The opening scene in Tragedy Girls seems an unabashed patchwork of ‘80s horror. Parked on a lonely stretch of road at night two lovers hear something strange outside the car. The girl suggests to the guy that he go and check it out. In any generic horror setting the guy—needing to assert his masculinity—leaves the car without question, sealing his fate. In Tragedy Girls we catch a rare glimpse into common sense when the guy (for once) shows some reluctance. The rest of the scene ingeniously plays out like a horror film stuck in neutral, the guy—though not until he is viciously emasculated—finally agrees to step out of the car to meet a predictably grisly fate.
This obvious paint-by-numbers horror template, replete in clichés and stock characters, is entirely self-referential (relying on audience foreknowledge of the genre). Admittedly, the whole trend of meta in Hollywood cinema has become a bit tiring—evident from Deadpool’s attempts to upend the Marvel formula by proactively pointing its own genericism. Surprise, surprise, it turns out being informed about your own hackneyed, threadbare triteness doesn’t make your film any less hackneyed, threadbare or trite. With that said Tragedy Girls—which stars (coincidentally?) Brianna Hildebrand (Deadpool’s Negasonic Teenage Warhead) and Alexandra Shipp (X-Men: Apocalypse’s Storm)—is a genuine delight. Indulging shamelessly in sheer farce, and even some stinging satire, Tragedy Girls’ metaphysical in-joke proves altogether stupidly and incisively funny.

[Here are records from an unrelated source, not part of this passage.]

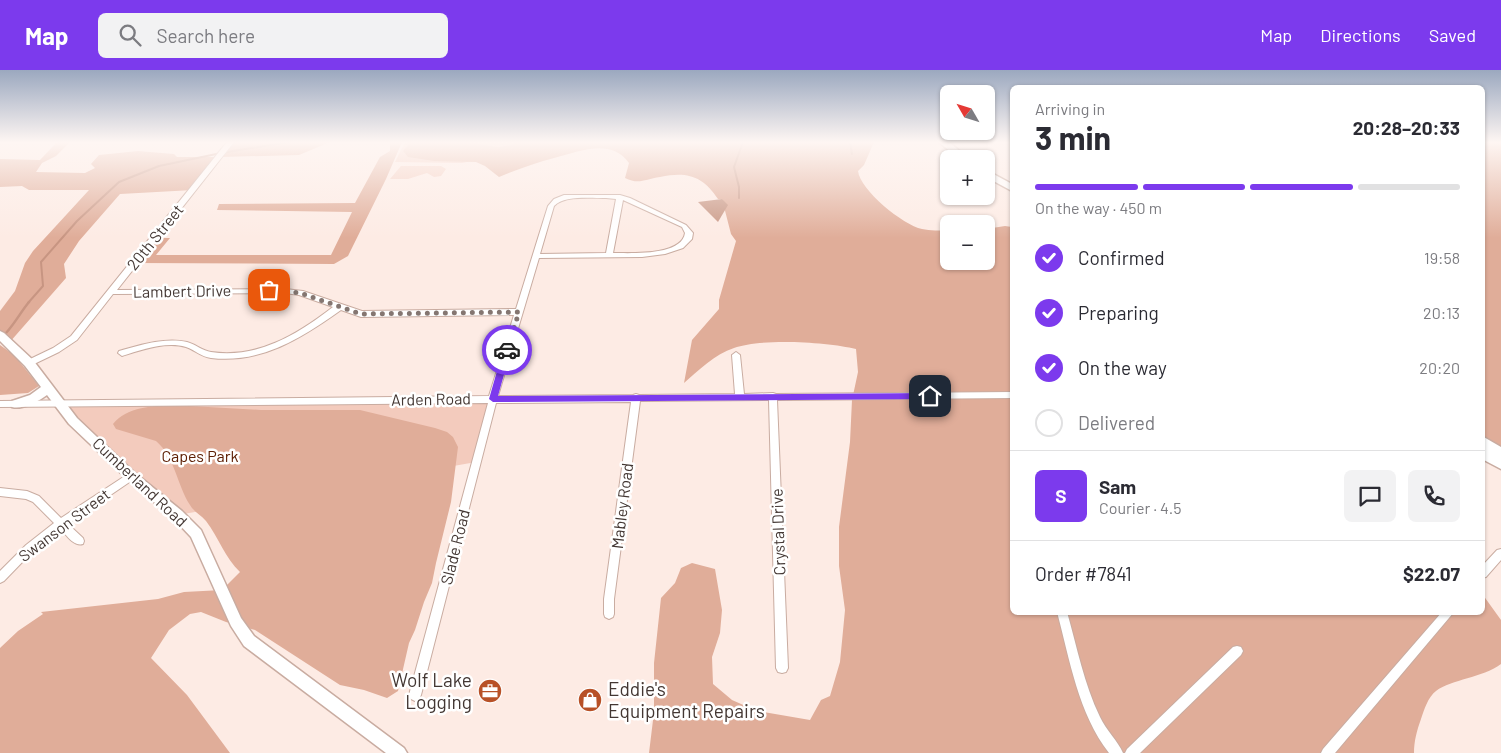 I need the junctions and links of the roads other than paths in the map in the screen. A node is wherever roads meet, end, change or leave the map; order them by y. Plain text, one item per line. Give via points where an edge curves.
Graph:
1 (206, 174) edge
2 (995, 178) edge
3 (1010, 187) edge
4 (620, 197) junction
5 (609, 255) junction
6 (536, 256) junction
7 (112, 292) junction
8 (339, 307) junction
9 (519, 312) junction
10 (0, 335) edge
11 (122, 353) dead end
12 (736, 355) dead end
13 (29, 363) junction
14 (47, 387) junction
15 (1010, 395) edge
16 (773, 396) junction
17 (636, 397) junction
18 (740, 397) junction
19 (493, 399) junction
20 (59, 403) junction
21 (0, 404) edge
22 (16, 404) junction
23 (1485, 443) edge
24 (1501, 453) edge
25 (1485, 454) edge
26 (1501, 464) edge
27 (131, 476) junction
28 (0, 492) edge
29 (61, 523) junction
30 (79, 541) dead end
31 (1501, 553) edge
32 (1485, 571) edge
33 (0, 578) edge
34 (609, 614) dead end
35 (1063, 615) edge
36 (1446, 615) edge
37 (1237, 651) dead end
38 (782, 668) dead end
39 (415, 695) dead end
40 (399, 753) edge
41 (1117, 753) edge
42 (1131, 753) edge
43 (1327, 753) edge

1 - 7 street, 20th Street
2 - 3 main road
4 - 5 street
4 - 5 street via 684,226 688,239 665,252
4 - 6 street, Slade Road via 564,197 556,200 551,206
5 - 6 street
6 - 9 street, Slade Road
7 - 8 street, Lambert Drive via 285,291
7 - 13 street, 20th Street via 74,338
8 - 9 street, Lambert Drive via 361,314
8 - 11 street via 305,333 265,350 232,355 207,354 187,344 150,344
9 - 19 street, Slade Road
10 - 13 street, Cumberland Road
12 - 18 street
13 - 14 street, Cumberland Road
14 - 20 street, Cumberland Road
14 - 22 street via 38,396
15 - 16 street, Arden Road
16 - 18 street, Arden Road
16 - 38 street, Crystal Drive
17 - 18 street, Arden Road
17 - 19 street, Arden Road
17 - 34 street, Mabley Road
19 - 20 street, Arden Road
19 - 39 street, Slade Road
20 - 22 street, Arden Road
20 - 27 street, Cumberland Road via 73,421
21 - 22 street, Arden Road
23 - 24 main road
25 - 26 main road
27 - 29 street, Swanson Street
27 - 40 street, Cumberland Road via 196,534 236,622 250,640
28 - 29 street via 36,498
29 - 30 street
29 - 33 street, Swanson Street via 17,558
31 - 32 street
35 - 41 street via 1090,709
36 - 43 street
37 - 42 street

The story of Tragedy Girls is deceptively simple, two girls kidnap a psychotic killer and—in his absence—begin to murder their classmates one by one in a desperate attempt to score more social media followers. The whole ludicrous premise starts by turning its two potential scream queens into typical B film slashers. In its uniquely detached manner the film neither sympathizes or maligns the two-girl killing spree—for all the depravity the film relishes in, Tragedy Girls doesn’t invite immorality so much as it characterizes it.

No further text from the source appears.